Generally, the biggest problem with marketing campaigns focused on word of mouth is disclosure of connections. We trust what we think is an objective opinion about a product. We also trust a subjective opinion coming from an individual we consider trustworthy. However, if we discover that the "trustworthy" person actually has no personal experience with the product, and is being paid by the company that makes the product to give a testimonial, we may not be so certain that the information given was accurate. What makes Sally Field credible in her ads for Boniva is that she is publicly very open about her osteoporosis, and is actually leading a "Rally with Sally for Bone Health" campaign that aims to educate women about the condition.

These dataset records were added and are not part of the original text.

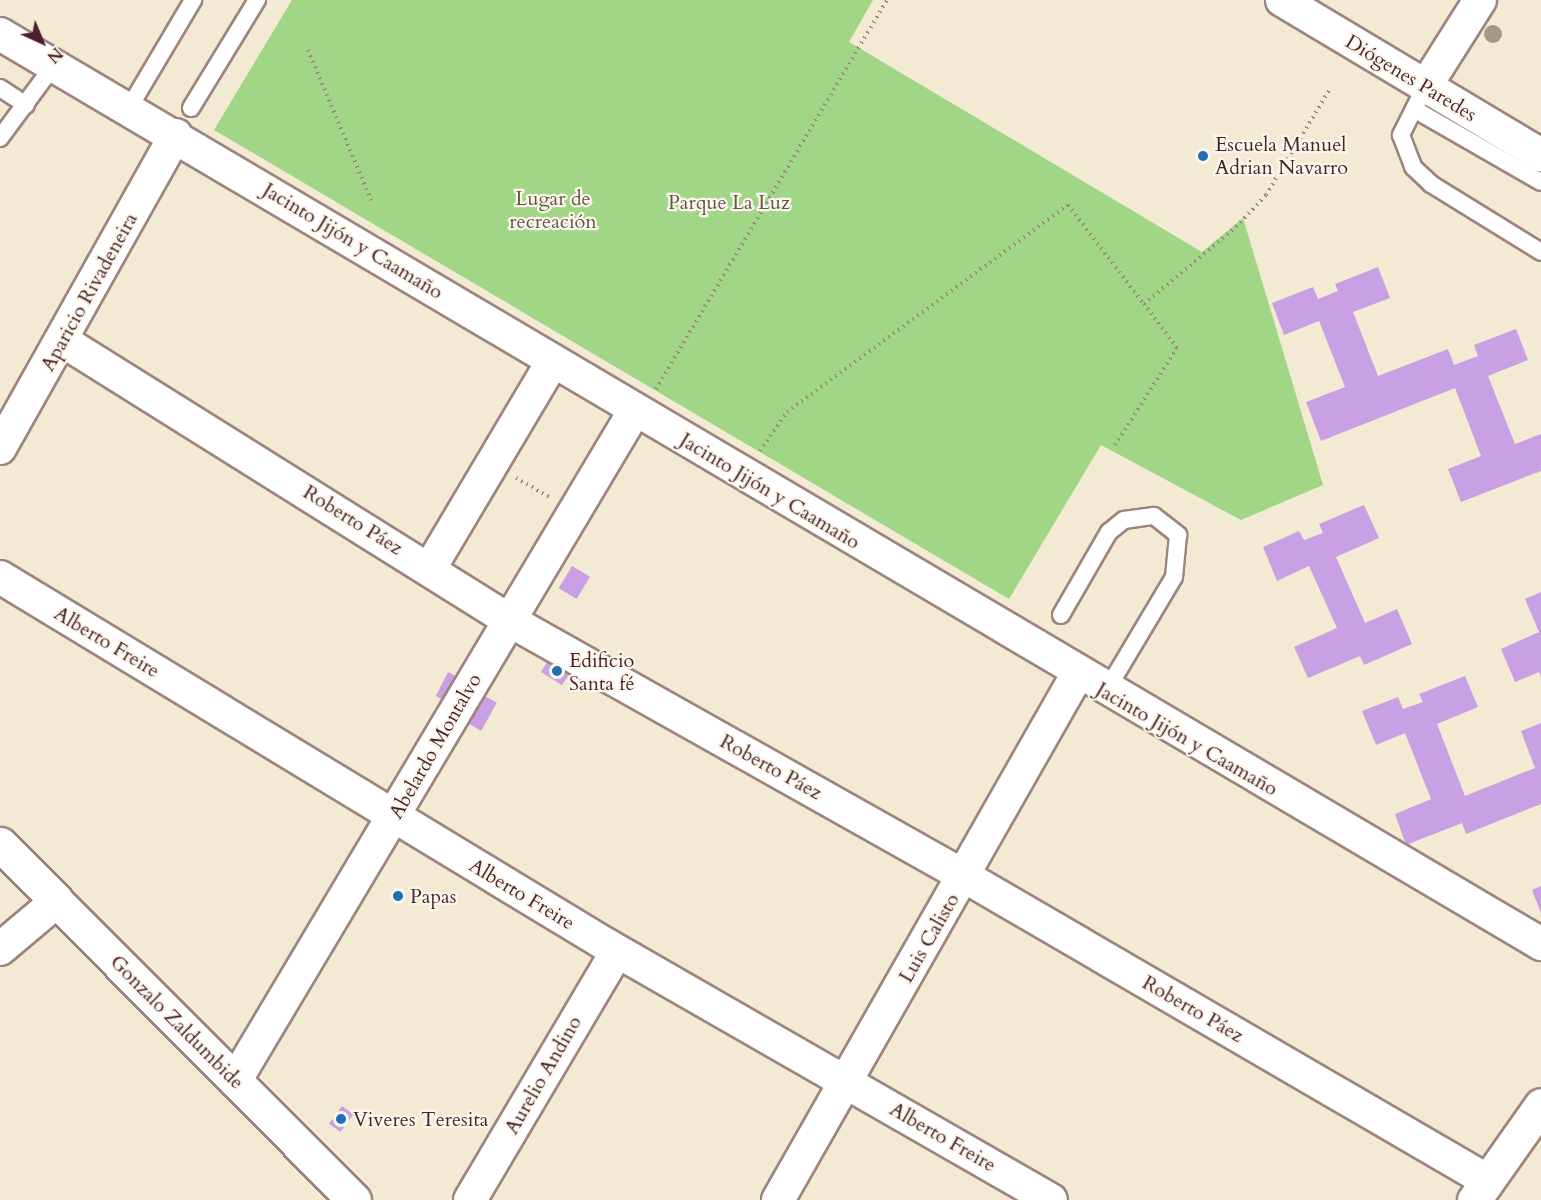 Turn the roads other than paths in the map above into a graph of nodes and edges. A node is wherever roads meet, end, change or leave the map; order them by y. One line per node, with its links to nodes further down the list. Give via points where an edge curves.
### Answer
1 (193, 0): 10 (lane)
2 (257, 0): 11 (lane)
3 (1282, 0): 8 (street, Diógenes Paredes)
4 (1480, 0): 8 (street)
5 (0, 34): 6 (street, Jacinto Jijón y Caamaño)
6 (54, 65): 9 (lane); 10 (street, Jacinto Jijón y Caamaño)
7 (0, 88): 9 (lane)
8 (1420, 98): 14 (street, Diógenes Paredes); 15 (lane); 16 (lane, via 1401,135 1402,147 1420,176)
9 (26, 105): 13 (lane)
10 (129, 108): 12 (street, Jacinto Jijón y Caamaño)
11 (191, 108)
12 (176, 135): 17 (street, Aparicio Rivadeneira); 18 (street, Jacinto Jijón y Caamaño)
13 (0, 138)
14 (1541, 155)
15 (1541, 183)
16 (1541, 252)
17 (63, 341): 20 (street, Aparicio Rivadeneira); 21 (street, Roberto Páez)
18 (553, 361): 19 (street, Jacinto Jijón y Caamaño); 21 (street)
19 (642, 405): 24 (street, Abelardo Montalvo); 25 (street, Jacinto Jijón y Caamaño)
20 (0, 448)
21 (430, 568): 24 (street, Roberto Páez)
22 (0, 577): 26 (street, Alberto Freire)
23 (1061, 615): 25 (lane, via 1109,532 1124,520 1154,516 1178,535 1174,577)
24 (507, 619): 26 (street, Abelardo Montalvo); 28 (street, Roberto Páez)
25 (1078, 687): 28 (street, Luis Calisto); 30 (street, Jacinto Jijón y Caamaño)
26 (394, 818): 32 (street, Alberto Freire); 33 (street, Abelardo Montalvo)
27 (0, 844): 29 (street, Gonzalo Zaldumbide)
28 (964, 876): 34 (street, Luis Calisto); 36 (street, Roberto Páez)
29 (57, 901): 31 (street); 33 (street, Gonzalo Zaldumbide)
30 (1541, 944)
31 (0, 949)
32 (617, 951): 34 (street, Alberto Freire); 38 (street, Aurelio Andino)
33 (235, 1081): 37 (street, Gonzalo Zaldumbide)
34 (846, 1081): 39 (street, Luis Calisto); 40 (street, Alberto Freire)
35 (1541, 1105): 36 (street)
36 (1481, 1190)
37 (354, 1200)
38 (470, 1200)
39 (778, 1200)
40 (1051, 1200)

There are limits, though, to what the general public will accept in terms of advertising and corporate sponsorship. In 2001, a New York couple used Yahoo! and eBay to offer naming rights to their baby son for a minimum of $500,000. Their intention was to use the common practice of corporate sponsorship to finance raising and educating their baby. They were willing to name him Microsoft, Coke, Kraft – pretty much any company who would come up with the fee could name the little boy. And, rather shockingly, a survey conducted by AmericanBaby.com right after the couple’s plan hit the news revealed that approximately half of all parents surveyed would consider naming their child for a corporation, if the payoff was large enough!

Nonetheless, there were no bids from the corporate world. They may have been scared off by public reaction to the couple’s behavior – they were called money-grubbers, heartless, crass, and worse, in blogs, letters to editors, and personal communications. (The baby, incidentally, was named Zane, since no company offered the financial incentive required.) It appears that this is where we as a society draw the line.